Reporter Photoactivation and Measurement of DNA-Damage.

C24C in a solution of ECB, or within pinocytically loaded cells, was photoactivated by illuminating the sample with one of the following light sources: a) 360 nm solid-state laser with a source irradiance of 10 mW/cm2, b) Lumencor Sola III Light Engine with a maximum source irradiance of 14.5 mW/cm2 at 360 nm. Samples were exposed through a Nikon UV-A bandpass filter (360 ± 20 nm). To determine the maximum safe biological exposure for C24C-loaded A431 cells, the formation of DNA lesions in the form of cyclopyrimidine dimers (CPDs) was measured following UV exposure. A CPD ELISA kit (Cell Biolabs Inc.) was used to assess the formation of UV-induced DNA lesions following exposure to 360 ± 20 nm light. A431 cells were seeded in 96-well plates at a density of 20,000 cells/well and incubated for 18 h (37 °C, 5% CO2). Next, cells were exposed to UV radiation (14 mW/cm2) for a cumulative exposure of 0 - 3.0 J/cm2. Cells were then fixed, and then assayed for CPDs following the manufacturer’s protocol. CPD formation was assessed measured by measuring absorbance at 420 nm using a SpectraMax 5M plate-reader (Molecular Devices). Background absorbance was subtracted using a control sample that was not incubated with the primary antibody to account for non-specific binding of the secondary antibody. Exposure of cells to a germicidal lamp (significant output below 300 nm) for 10 min was used as a positive DNA damage control. Assay data were analyzed using a one-way ANOVA with Tukey’s multiple comparison’s analysis in GraphPad Prism 9.0. Additional information on reporter photoactivation assays can be found in the Supporting Information.

CE-F.

Capillary electrophoretic analyses of reporter samples incubated with recombinant enzymes, and cell lysates were performed using commercial Sciex P/ACE MDQ Plus instruments outfitted with 488 nm solid-state lasers (Coherent).
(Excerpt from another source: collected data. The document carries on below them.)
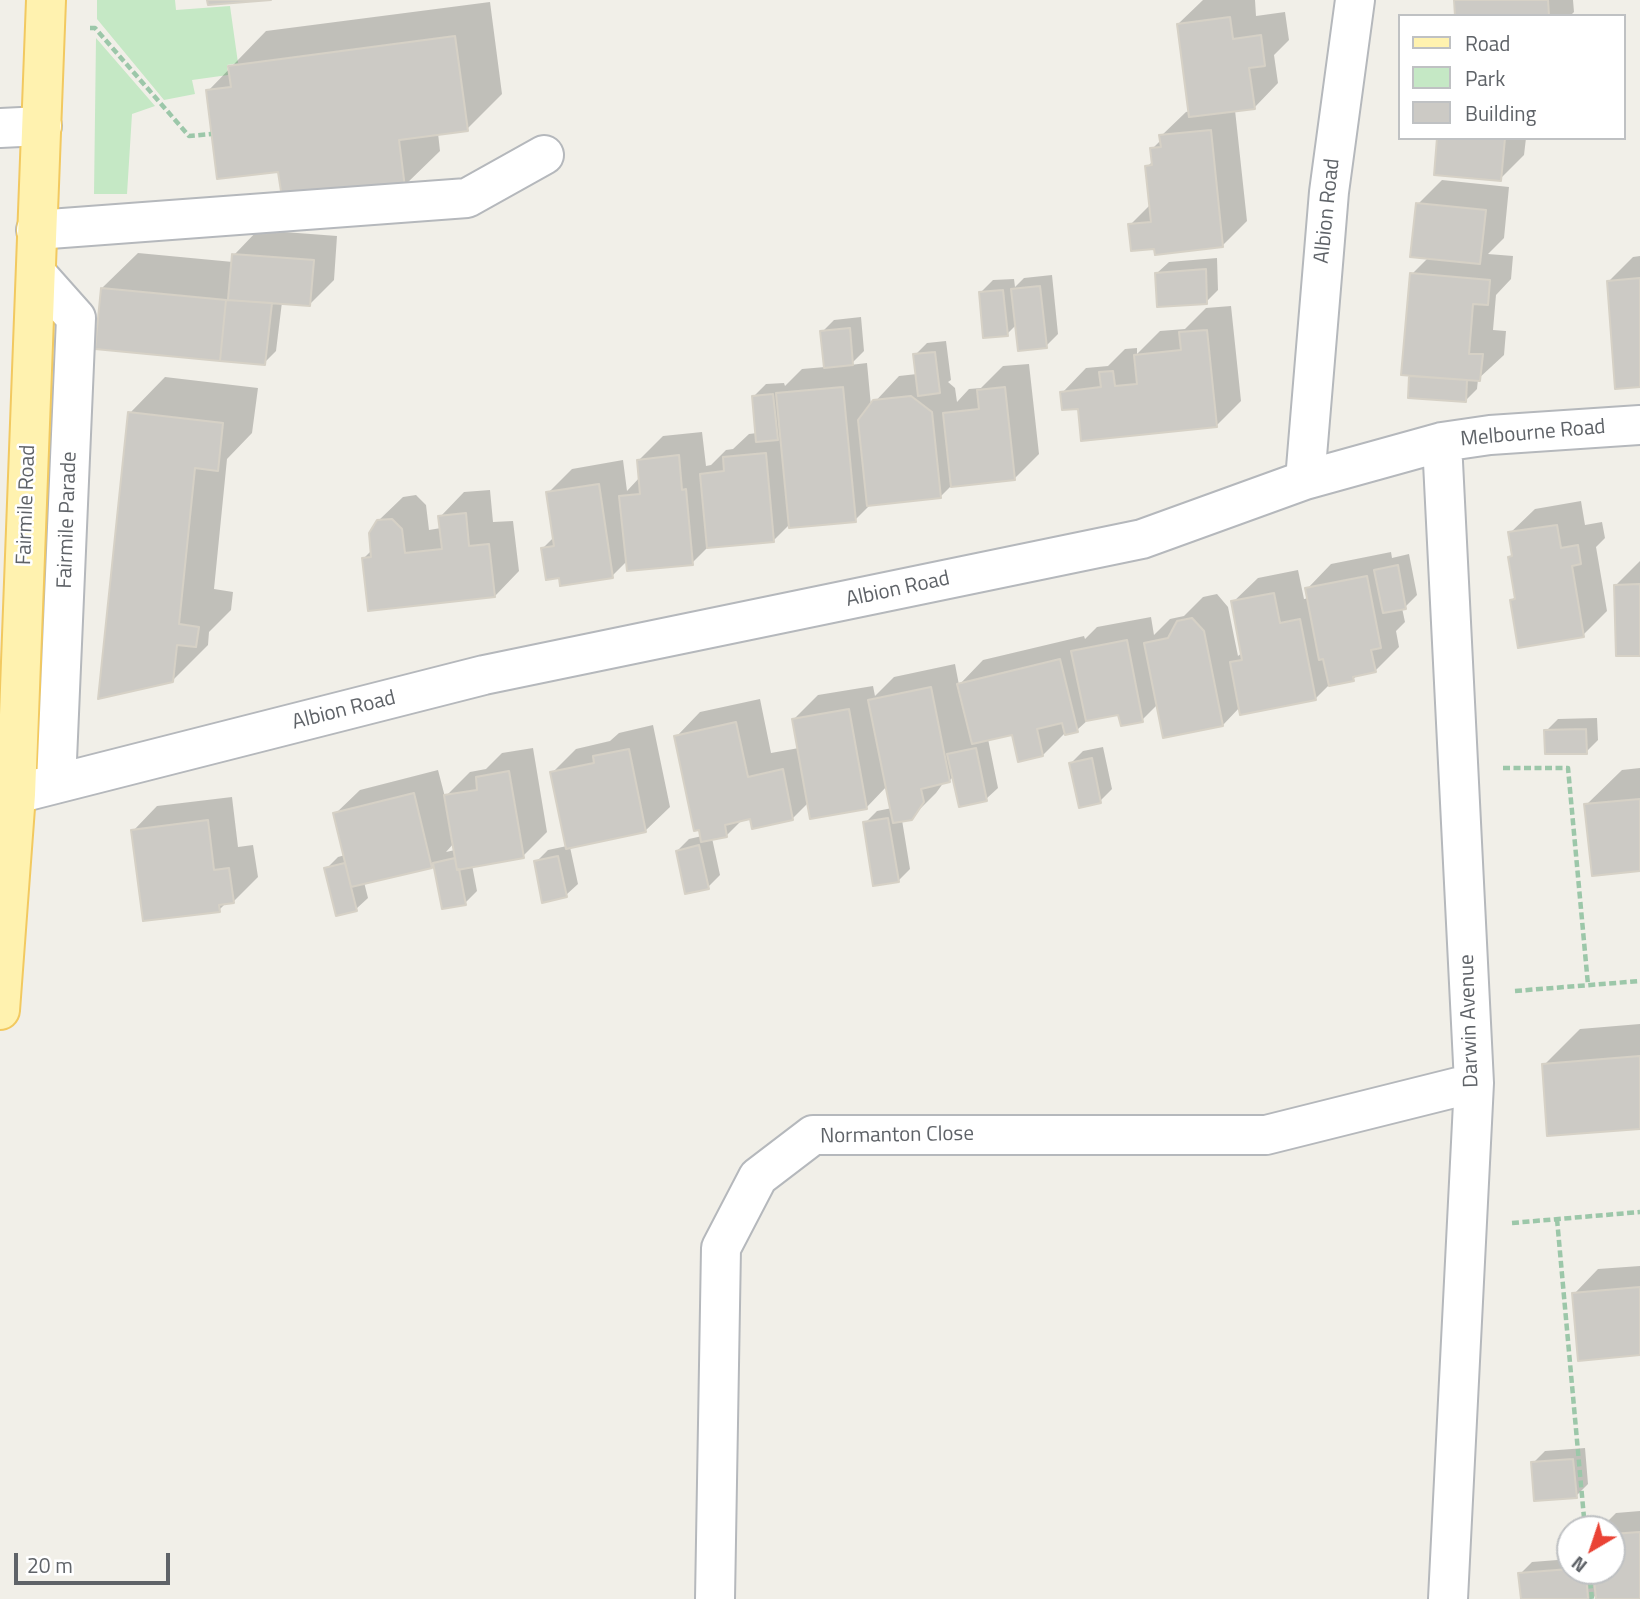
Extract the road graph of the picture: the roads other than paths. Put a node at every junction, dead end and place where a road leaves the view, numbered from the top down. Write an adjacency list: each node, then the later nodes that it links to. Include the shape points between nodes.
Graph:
1 (1355, 0): 10 (street, Albion Road, via 1329,192)
2 (46, 14): 3 (main road, Fairmile Road)
3 (42, 126): 4 (street); 6 (main road, Fairmile Road)
4 (0, 128)
5 (544, 155): 6 (street, via 467,198)
6 (36, 230): 7 (main road, Fairmile Road)
7 (36, 273): 11 (street, Fairmile Parade, via 76,318); 12 (main road, Fairmile Road)
8 (1640, 425): 9 (street, Melbourne Road)
9 (1442, 442): 10 (street, Melbourne Road); 14 (street, Darwin Avenue)
10 (1305, 480): 11 (street, Albion Road, via 1142,539 484,675)
11 (57, 783): 12 (street, Albion Road)
12 (16, 794): 13 (main road, Fairmile Road)
13 (0, 1010)
14 (1474, 1083): 15 (street, Normanton Close, via 1266,1135 813,1135 758,1177 721,1248); 16 (street, Darwin Avenue)
15 (715, 1599)
16 (1448, 1599)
Electrophoretic separations were performed in a 30 μm i.d. (360 μm o.d.) bare silica capillary with an electrophoretic buffer (0.1 M Tris/Tricine, pH 8.2, 3.4 mS, containing either 50, 100 or 150 mM Tween 20® (Millipore Sigma)) under a 500 V cm−1 applied electric field. Prior to analysis, samples were diluted to 200 nM reporter in DI H2O or 50 mM HEPES (pH 7.3, 1.2 mS) to promote field-amplified sample stacking. Data was analyzed using custom CE-analysis software (GigaCE) and Origin 9.0.

Single-Cell CE-F.

A431 cells were pinocytically loaded with reporter as described above. Next, loaded cells were seeded onto single cell O-ring chambers (2.5 cm2) at an approximate density of 10,000 cells/mL. Cells were incubated for 18 - 24 h in low-serum media containing 0.2% FBS (v/v). Next, cells were trypsinized, split into an aliquot containing approximately 1 - 2x106 cells, and incubated with 500 μL of 37 °C low-serum DMEM containing 200 ng/mL recombinant human epidermal growth factor (hEGF) (Calbiochem). Inhibitor (10 μM gefitinib (Millipore Sigma), was incubated with the cells for 30 min or 60 minin a humidified atmosphere of 37 ° in 5% CO2. The cells were then placed into 500 μL of 37 °C ECB. The cell chamber was placed on the microscope stage of a customized single-cell CE-F analysis system.34-36 Individual cells were identified and lysed with a 532 nm ND:YAG pulsed microbeam and the cell contents then electrokinetically injected (3 s, 200 V cm−1) into the capillary. The capillary inlet was moved into a reservoir of electrophoretic buffer (100 mM Tris/Tricine, 100 mM Tween 20®, 1% DMSO (v/v), pH 8.2, 3.4 mS). Cell contents were electrokinetically separated under an applied field of (600 V cm−1). Data was analyzed using custom Python software (GigaCE), and Origin 9.0. Data from the basal, stimulated, and inhibitor-treated cells were compared using a Mann U Whitney Test, and Cohen’s d effect sizes were calculated for each comparison.

RESULTS AND DISCUSSION

Dual-Substrate Reporter Design.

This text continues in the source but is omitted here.